━━ SUPPLIED MATERIAL ━━

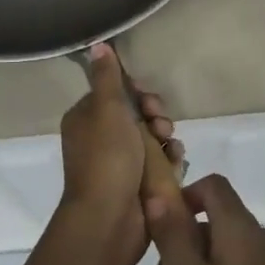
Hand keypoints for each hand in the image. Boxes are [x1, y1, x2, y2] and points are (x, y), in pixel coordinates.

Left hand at [58, 44, 182, 264]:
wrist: (110, 219)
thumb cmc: (106, 158)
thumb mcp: (107, 109)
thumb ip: (106, 77)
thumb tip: (97, 45)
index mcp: (87, 119)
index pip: (116, 93)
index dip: (136, 92)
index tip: (148, 98)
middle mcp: (101, 139)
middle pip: (138, 114)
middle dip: (155, 116)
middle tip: (161, 124)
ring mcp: (120, 164)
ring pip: (152, 138)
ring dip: (166, 138)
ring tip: (171, 146)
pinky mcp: (138, 184)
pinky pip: (160, 163)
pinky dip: (170, 160)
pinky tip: (177, 162)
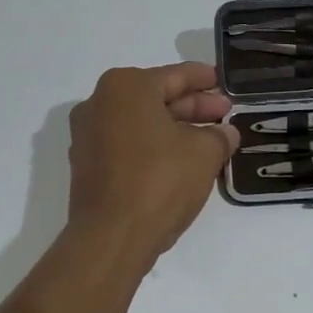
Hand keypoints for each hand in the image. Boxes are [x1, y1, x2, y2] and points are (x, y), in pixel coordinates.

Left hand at [66, 63, 237, 259]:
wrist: (111, 237)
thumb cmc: (159, 180)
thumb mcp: (204, 153)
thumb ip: (219, 136)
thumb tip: (226, 132)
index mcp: (125, 87)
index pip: (174, 76)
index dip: (203, 79)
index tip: (222, 82)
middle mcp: (99, 103)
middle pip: (155, 97)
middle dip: (191, 106)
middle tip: (223, 113)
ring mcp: (88, 136)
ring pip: (140, 122)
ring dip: (174, 128)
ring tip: (208, 139)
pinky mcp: (87, 165)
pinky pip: (127, 144)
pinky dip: (153, 146)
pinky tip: (180, 160)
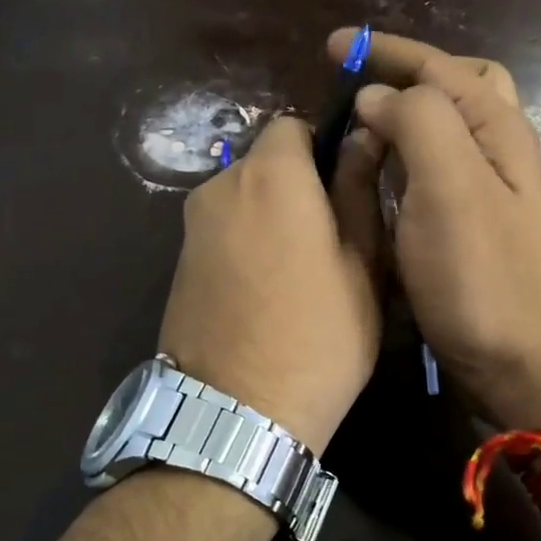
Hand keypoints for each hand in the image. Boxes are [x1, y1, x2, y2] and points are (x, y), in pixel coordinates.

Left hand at [158, 116, 384, 454]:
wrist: (237, 415)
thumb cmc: (319, 337)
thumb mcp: (361, 265)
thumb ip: (359, 193)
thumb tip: (363, 138)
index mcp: (271, 176)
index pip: (294, 125)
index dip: (325, 148)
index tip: (348, 188)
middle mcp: (219, 187)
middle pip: (265, 163)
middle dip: (298, 184)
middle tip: (332, 237)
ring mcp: (191, 228)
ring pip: (243, 199)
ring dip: (271, 216)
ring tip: (300, 272)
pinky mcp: (177, 264)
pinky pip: (222, 232)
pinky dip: (245, 243)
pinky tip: (265, 292)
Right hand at [330, 29, 540, 428]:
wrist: (521, 361)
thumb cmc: (483, 275)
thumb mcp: (451, 187)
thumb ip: (418, 123)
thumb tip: (377, 97)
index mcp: (497, 127)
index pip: (438, 66)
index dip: (386, 50)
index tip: (332, 47)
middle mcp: (496, 149)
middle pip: (453, 87)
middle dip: (404, 75)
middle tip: (354, 85)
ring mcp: (484, 190)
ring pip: (441, 129)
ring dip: (399, 116)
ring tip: (353, 127)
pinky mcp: (466, 225)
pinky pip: (429, 170)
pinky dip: (399, 159)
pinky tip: (373, 176)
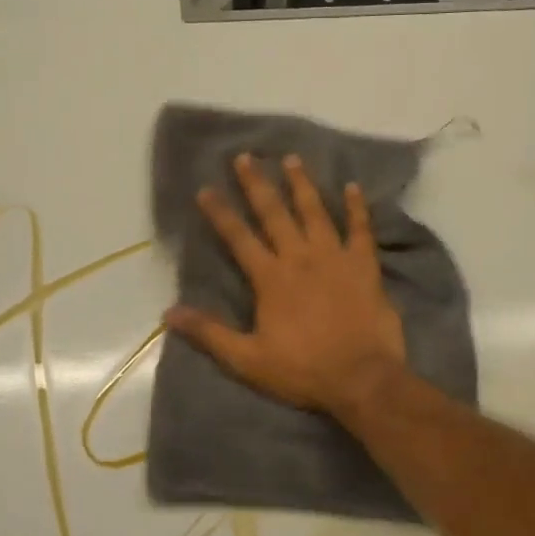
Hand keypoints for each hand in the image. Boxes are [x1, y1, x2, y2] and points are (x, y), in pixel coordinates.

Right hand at [167, 152, 406, 415]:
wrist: (362, 378)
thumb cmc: (303, 370)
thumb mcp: (247, 360)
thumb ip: (209, 333)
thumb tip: (169, 313)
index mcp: (270, 279)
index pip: (238, 238)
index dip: (220, 213)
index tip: (206, 188)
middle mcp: (300, 258)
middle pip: (274, 213)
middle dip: (257, 184)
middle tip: (246, 156)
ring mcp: (335, 258)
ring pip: (315, 212)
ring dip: (302, 184)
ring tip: (292, 159)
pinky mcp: (365, 266)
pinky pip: (361, 229)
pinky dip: (358, 208)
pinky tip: (353, 187)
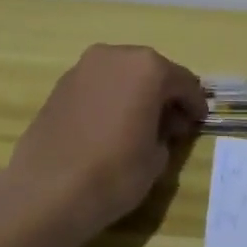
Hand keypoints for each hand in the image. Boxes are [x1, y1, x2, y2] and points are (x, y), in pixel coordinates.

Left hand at [4, 44, 207, 232]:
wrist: (48, 191)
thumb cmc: (115, 172)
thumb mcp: (157, 158)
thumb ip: (165, 133)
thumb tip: (158, 127)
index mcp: (148, 68)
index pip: (183, 82)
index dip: (195, 104)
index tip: (199, 121)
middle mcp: (115, 56)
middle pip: (150, 71)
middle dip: (164, 94)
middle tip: (171, 123)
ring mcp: (83, 68)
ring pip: (121, 76)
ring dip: (135, 94)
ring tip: (139, 125)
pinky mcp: (60, 85)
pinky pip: (98, 86)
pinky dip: (110, 100)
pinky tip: (111, 126)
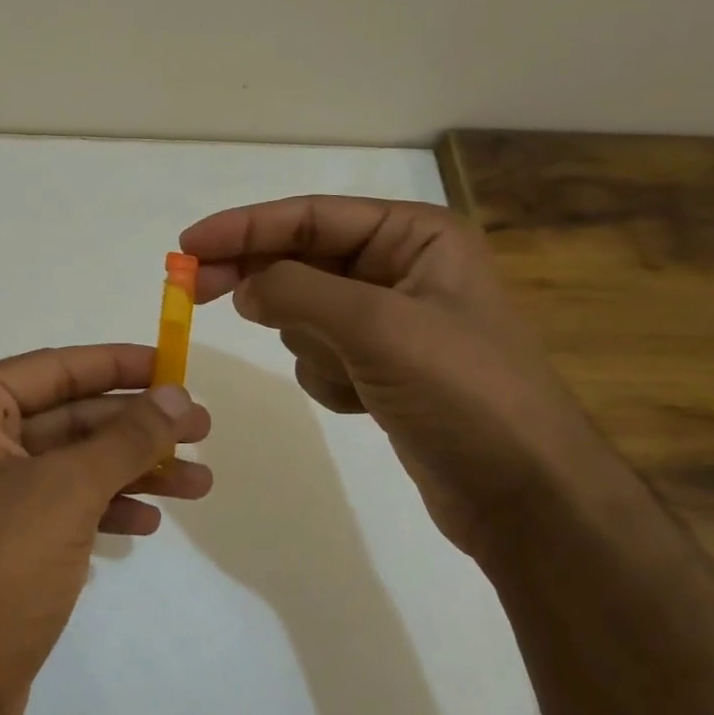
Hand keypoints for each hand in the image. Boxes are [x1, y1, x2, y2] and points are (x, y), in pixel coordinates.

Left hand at [0, 345, 211, 714]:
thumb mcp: (68, 492)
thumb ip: (126, 439)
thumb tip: (177, 395)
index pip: (54, 369)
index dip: (119, 364)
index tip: (175, 363)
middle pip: (68, 414)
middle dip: (135, 425)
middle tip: (203, 427)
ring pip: (71, 461)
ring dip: (132, 469)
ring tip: (200, 483)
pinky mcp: (0, 532)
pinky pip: (61, 501)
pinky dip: (104, 506)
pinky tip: (149, 522)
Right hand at [180, 197, 623, 557]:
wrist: (524, 496)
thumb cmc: (463, 393)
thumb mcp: (375, 327)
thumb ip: (296, 291)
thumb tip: (243, 286)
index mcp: (414, 237)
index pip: (310, 217)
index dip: (243, 228)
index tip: (188, 246)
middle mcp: (400, 268)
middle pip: (298, 260)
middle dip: (259, 281)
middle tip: (195, 292)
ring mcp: (388, 320)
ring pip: (303, 311)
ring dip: (310, 343)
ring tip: (352, 375)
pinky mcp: (379, 366)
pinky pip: (318, 353)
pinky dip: (326, 376)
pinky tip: (363, 401)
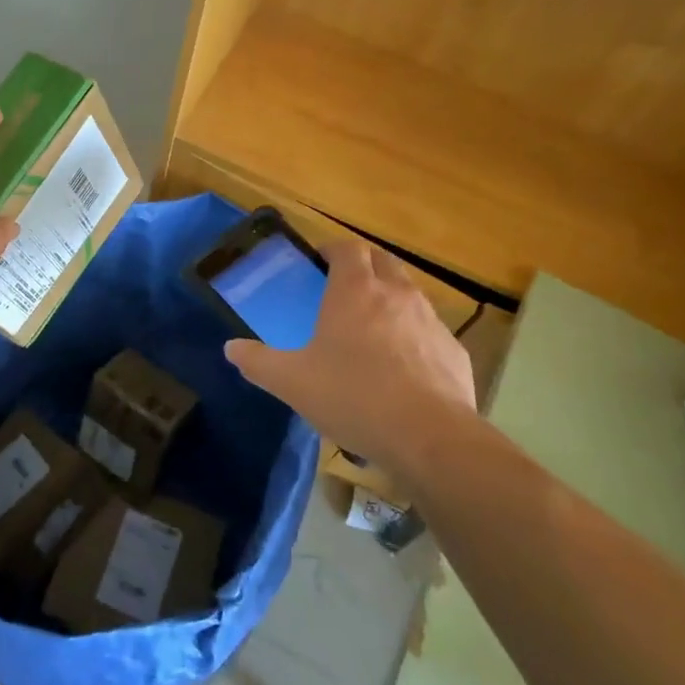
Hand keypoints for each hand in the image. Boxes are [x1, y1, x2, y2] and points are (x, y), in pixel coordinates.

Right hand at [224, 239, 475, 465]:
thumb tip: (231, 348)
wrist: (430, 437)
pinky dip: (413, 336)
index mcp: (355, 291)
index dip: (332, 250)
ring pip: (409, 294)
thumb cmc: (353, 397)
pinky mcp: (453, 350)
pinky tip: (401, 369)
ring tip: (371, 329)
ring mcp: (431, 320)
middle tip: (343, 288)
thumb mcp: (291, 382)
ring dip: (390, 299)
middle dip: (364, 266)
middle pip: (382, 261)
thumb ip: (257, 362)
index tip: (319, 262)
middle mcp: (396, 294)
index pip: (347, 248)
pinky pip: (429, 331)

━━━

# BRIEF:
Report the number of lines in the records above that include "Right", leaving out any other words.

# ANSWER BELOW:
4